Наташе тоже хотелось бы на будущий год надеть такую же форму и пойти в первый класс, но только не в здешнюю школу. Девочка понимала, что Ира и Таня не дадут ей чувствовать себя свободно, разнесут по всей школе ее кличку и станут, как и дома, смеяться над ней и выставлять на смех остальным. Уже сейчас Наташа могла представить, как стоит в стороне от группы таких же нарядных девочек в бантах и с букетами, а вслед ей летит: «Найда-приживалка!», – и все смеются.

* * *

А через месяц умерла мама.

Бабушка вернулась с почты поздно, плакала. Наташе сказала не сразу, не знала как. Только на другой день собралась поговорить с девочкой.

Со смертью мамы для Наташи рухнуло все. Все надежды, все вымученное терпение. Ждать ей теперь было некого. И даже сейчас, на первой волне боли и жалости к маме, она уже думала об этом будущем. Окно впереди, куда она выпорхнула бы из этого дома, из своего прошлого, закрылось, теперь это был тупик. Этот поселок в несколько домов, этот двор, эти люди, с которыми бабушке все сложнее сладить и которые ненавидят Наташу. Она не понимала, как можно ненавидеть человека за его горе. Несколько дней она почти не говорила. Замкнулась в себе, сидела в комнате и перебирала оставшиеся у нее вещи. В светике уже села батарейка, и бабушка обещала купить новую, но это было уже неважно. Пустота внутри разрасталась и не оставляла места чувствам. Наташе и хотелось бы заплакать, но, кроме редких слезинок, не получалось даже разрыдаться и выплеснуть боль. После смерти мамы Наташа почти совсем перестала говорить. Хоть и пыталась бабушка не дать ей уйти в себя, переживаний для ребенка было слишком много.

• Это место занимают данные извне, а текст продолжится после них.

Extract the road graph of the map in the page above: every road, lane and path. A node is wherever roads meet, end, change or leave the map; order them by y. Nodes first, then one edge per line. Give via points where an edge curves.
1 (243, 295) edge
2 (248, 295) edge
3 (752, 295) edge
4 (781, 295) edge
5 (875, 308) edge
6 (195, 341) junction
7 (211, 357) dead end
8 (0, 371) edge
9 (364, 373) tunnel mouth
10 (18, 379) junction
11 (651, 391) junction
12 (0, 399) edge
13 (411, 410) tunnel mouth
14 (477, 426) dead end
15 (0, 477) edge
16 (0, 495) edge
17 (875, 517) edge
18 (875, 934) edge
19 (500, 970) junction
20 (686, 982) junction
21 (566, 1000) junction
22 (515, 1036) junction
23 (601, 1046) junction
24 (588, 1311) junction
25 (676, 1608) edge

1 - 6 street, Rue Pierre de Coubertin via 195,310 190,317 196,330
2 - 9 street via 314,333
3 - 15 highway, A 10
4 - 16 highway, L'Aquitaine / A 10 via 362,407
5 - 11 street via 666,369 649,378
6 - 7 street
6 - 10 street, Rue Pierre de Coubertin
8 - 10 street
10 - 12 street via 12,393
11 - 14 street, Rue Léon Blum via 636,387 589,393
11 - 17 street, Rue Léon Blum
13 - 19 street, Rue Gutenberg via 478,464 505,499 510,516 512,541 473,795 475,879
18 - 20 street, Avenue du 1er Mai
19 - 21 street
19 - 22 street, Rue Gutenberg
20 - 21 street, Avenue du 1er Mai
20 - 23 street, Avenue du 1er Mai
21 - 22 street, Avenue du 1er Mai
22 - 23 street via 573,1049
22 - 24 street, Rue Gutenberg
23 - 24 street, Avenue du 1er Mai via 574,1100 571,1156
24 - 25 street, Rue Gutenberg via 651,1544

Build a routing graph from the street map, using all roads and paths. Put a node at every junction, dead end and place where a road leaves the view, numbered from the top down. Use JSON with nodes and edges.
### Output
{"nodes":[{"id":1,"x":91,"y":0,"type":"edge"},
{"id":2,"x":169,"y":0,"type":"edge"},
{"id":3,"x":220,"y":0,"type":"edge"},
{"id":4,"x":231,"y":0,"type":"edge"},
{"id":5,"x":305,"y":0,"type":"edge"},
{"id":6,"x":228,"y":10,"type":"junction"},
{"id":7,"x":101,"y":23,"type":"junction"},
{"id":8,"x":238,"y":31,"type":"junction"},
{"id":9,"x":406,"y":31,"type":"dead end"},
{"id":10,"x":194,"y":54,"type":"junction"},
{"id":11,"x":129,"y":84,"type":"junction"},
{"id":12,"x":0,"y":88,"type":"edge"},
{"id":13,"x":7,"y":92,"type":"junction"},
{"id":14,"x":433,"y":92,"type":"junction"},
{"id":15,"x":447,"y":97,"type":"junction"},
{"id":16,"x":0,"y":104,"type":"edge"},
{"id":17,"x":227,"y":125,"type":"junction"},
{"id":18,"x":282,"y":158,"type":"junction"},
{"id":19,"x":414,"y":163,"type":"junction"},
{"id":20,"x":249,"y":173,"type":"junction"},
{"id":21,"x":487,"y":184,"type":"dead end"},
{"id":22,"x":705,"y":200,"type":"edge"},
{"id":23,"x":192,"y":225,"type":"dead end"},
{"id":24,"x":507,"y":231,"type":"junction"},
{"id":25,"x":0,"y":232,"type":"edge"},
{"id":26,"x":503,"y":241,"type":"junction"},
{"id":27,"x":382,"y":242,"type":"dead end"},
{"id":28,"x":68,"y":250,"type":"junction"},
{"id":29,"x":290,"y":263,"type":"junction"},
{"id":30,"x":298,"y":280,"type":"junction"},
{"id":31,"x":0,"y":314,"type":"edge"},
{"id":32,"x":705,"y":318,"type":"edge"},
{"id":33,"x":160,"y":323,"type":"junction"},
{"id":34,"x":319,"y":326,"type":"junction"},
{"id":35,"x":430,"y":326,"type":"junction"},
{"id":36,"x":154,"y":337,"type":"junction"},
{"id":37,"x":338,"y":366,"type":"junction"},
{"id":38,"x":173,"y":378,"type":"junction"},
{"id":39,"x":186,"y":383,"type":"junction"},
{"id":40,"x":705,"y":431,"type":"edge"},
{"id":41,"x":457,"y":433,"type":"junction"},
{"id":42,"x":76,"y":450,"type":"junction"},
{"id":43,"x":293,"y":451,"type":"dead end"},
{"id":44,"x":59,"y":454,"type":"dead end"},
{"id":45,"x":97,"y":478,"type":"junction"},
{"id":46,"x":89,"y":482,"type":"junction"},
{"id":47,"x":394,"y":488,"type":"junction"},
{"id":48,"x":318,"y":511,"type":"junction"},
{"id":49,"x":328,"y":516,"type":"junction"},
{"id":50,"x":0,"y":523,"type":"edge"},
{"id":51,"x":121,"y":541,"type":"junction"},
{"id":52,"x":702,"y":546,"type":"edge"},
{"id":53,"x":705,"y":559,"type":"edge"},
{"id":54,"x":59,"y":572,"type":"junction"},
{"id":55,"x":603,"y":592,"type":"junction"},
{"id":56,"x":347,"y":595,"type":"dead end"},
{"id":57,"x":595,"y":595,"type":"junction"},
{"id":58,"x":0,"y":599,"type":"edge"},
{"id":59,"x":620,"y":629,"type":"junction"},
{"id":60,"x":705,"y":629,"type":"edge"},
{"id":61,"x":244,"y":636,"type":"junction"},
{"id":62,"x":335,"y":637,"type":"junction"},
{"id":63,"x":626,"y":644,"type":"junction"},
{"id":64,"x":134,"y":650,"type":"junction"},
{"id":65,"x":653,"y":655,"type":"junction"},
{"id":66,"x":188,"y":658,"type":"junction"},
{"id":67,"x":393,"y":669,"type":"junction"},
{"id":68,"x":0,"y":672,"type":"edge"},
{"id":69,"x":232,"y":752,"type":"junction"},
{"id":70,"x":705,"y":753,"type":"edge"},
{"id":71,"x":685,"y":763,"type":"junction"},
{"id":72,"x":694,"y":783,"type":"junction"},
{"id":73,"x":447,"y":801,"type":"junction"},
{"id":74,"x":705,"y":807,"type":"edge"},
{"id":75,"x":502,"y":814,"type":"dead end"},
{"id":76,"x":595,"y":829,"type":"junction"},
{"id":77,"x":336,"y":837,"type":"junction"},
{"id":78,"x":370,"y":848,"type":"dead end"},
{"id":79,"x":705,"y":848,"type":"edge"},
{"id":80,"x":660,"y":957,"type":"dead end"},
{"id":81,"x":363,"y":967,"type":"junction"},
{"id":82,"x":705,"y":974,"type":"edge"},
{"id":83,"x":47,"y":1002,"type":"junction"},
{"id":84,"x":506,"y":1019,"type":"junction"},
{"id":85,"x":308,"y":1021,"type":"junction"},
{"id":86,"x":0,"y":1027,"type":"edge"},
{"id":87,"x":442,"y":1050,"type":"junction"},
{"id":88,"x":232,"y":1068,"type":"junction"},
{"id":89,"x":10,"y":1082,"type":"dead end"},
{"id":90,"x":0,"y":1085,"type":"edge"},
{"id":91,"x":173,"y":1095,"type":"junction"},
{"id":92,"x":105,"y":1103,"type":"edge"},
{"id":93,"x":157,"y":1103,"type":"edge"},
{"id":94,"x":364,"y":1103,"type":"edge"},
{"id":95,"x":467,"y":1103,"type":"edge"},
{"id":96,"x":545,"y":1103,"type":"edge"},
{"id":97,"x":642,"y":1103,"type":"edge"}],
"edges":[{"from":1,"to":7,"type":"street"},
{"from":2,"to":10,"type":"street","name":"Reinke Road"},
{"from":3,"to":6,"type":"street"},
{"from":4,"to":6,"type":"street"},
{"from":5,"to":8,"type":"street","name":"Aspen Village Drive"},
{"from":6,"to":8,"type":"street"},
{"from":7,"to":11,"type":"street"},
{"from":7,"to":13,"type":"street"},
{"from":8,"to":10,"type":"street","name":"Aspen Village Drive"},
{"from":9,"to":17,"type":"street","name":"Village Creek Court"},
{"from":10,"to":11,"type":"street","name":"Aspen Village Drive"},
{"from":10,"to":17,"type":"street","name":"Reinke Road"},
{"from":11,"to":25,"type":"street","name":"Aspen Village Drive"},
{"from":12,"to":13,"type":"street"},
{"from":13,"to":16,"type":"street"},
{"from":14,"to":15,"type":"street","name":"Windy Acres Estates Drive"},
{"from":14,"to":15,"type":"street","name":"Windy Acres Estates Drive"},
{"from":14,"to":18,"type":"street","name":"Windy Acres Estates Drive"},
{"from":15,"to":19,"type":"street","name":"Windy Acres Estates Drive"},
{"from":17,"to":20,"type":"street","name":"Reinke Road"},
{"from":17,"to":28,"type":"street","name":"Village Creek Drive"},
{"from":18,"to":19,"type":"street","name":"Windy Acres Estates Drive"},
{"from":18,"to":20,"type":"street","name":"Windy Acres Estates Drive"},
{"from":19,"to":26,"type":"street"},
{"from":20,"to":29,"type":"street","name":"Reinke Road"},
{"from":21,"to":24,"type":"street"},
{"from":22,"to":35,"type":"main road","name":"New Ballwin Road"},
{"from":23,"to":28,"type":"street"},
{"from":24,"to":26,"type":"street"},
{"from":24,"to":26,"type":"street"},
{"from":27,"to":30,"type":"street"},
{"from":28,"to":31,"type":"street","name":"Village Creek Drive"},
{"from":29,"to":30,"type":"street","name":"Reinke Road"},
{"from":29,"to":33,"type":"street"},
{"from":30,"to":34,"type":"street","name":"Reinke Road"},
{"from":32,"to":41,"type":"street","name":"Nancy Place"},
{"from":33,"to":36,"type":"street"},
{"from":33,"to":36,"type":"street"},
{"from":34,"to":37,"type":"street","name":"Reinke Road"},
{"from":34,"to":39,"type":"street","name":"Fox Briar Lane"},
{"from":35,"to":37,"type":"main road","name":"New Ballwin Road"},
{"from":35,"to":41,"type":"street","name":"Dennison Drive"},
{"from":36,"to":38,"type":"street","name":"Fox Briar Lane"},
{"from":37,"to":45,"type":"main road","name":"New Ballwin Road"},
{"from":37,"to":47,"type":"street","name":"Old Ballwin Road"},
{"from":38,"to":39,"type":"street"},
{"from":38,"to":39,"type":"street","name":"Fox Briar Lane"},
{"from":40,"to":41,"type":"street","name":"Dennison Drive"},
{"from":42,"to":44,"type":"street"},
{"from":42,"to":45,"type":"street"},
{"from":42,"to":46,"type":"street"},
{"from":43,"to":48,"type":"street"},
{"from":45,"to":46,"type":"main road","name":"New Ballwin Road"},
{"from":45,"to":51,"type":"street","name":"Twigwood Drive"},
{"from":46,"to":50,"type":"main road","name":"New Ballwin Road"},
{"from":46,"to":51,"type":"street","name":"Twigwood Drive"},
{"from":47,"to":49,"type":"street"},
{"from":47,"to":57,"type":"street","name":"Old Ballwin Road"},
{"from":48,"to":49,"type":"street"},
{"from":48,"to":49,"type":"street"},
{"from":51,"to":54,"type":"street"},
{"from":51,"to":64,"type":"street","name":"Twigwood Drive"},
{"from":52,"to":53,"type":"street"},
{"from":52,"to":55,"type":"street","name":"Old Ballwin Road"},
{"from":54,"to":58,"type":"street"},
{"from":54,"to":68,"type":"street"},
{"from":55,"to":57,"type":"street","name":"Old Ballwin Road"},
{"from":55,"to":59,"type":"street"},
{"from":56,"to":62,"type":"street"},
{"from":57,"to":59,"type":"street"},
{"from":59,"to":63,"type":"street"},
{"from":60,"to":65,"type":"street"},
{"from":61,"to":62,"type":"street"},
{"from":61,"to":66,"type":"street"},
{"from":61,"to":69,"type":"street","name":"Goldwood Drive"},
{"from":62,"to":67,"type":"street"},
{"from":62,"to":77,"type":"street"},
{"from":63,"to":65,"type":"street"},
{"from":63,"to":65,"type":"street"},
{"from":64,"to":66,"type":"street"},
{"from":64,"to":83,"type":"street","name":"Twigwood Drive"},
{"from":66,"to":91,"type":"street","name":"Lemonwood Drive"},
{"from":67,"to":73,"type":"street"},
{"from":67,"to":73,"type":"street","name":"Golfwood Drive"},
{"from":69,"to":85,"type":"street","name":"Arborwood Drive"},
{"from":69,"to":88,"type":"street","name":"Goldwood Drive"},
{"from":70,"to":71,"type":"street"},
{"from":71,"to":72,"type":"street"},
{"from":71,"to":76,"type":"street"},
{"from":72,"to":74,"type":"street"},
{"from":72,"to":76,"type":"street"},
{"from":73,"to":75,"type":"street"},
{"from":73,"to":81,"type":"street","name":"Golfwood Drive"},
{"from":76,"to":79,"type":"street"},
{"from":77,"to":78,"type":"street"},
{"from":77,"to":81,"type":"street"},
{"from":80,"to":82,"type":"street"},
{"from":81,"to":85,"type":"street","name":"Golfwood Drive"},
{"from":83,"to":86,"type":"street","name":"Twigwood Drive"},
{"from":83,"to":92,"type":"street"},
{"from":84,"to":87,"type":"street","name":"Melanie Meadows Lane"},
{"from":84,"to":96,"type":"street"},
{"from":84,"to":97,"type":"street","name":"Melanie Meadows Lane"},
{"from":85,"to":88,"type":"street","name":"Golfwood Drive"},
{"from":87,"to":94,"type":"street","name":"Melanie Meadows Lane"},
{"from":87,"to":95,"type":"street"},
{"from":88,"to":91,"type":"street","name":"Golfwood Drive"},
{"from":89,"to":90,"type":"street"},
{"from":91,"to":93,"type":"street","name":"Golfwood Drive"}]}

Ехать в Томск на похороны бабушка не могла. Денег на дорогу не хватило бы, да и дядя Олег был против.

– Поедешь в такое время, – ворчал он. – Одна слякоть, и с деньгами еле устаканилось.

– Да и чем ты там поможешь, если все равно хоронить будет подруга? – кивала тетя Зоя. – Вот летом все подсохнет, теплее будет, и Наташу свою возьмешь, к матери-то…

– И то верно, – вздыхала бабушка, которой уже все равно было, лишь бы когда-то попасть на могилу дочери.

К Наташе первое время даже относиться стали по-другому. Никто не вязался, не дергал ее, когда за ужином она выронила тарелку и та разбилась вдребезги у ног девочки, никто и слова не сказал, только дядя нахмурился, но бабушка одернула его и поспешила поднимать осколки и осевшую над ними Наташу, сжавшуюся в комочек. Даже Ира со своим «Найда-Найда» не прыгала на стуле и молчала.

Маму хоронили где-то далеко, без Наташи, только бабушка обещала, что попросит у маминой подруги заказать от них красивый венок, «От мамы и дочери». Наташе уже ничего не хотелось, ей было все равно, какой венок, ведь маму она больше не увидит.

Недолго продлилось и затишье в отношении девочки. Через какое-то время ставшую совсем тихой и безответной Наташу тетя Зоя переселила в бабушкину комнату.

– Ире комната нужнее, она теперь уроки по полдня делает, с Олей только отвлекается, – аргументировала она.

Бабушкин закуток был не больше Наташиного, но вдвоем им было не тесно. Наташа и сама была не против – с бабушкой как-никак, не одна. Правда кровать теперь приходилось делить одну на двоих, вторую ставить было просто некуда.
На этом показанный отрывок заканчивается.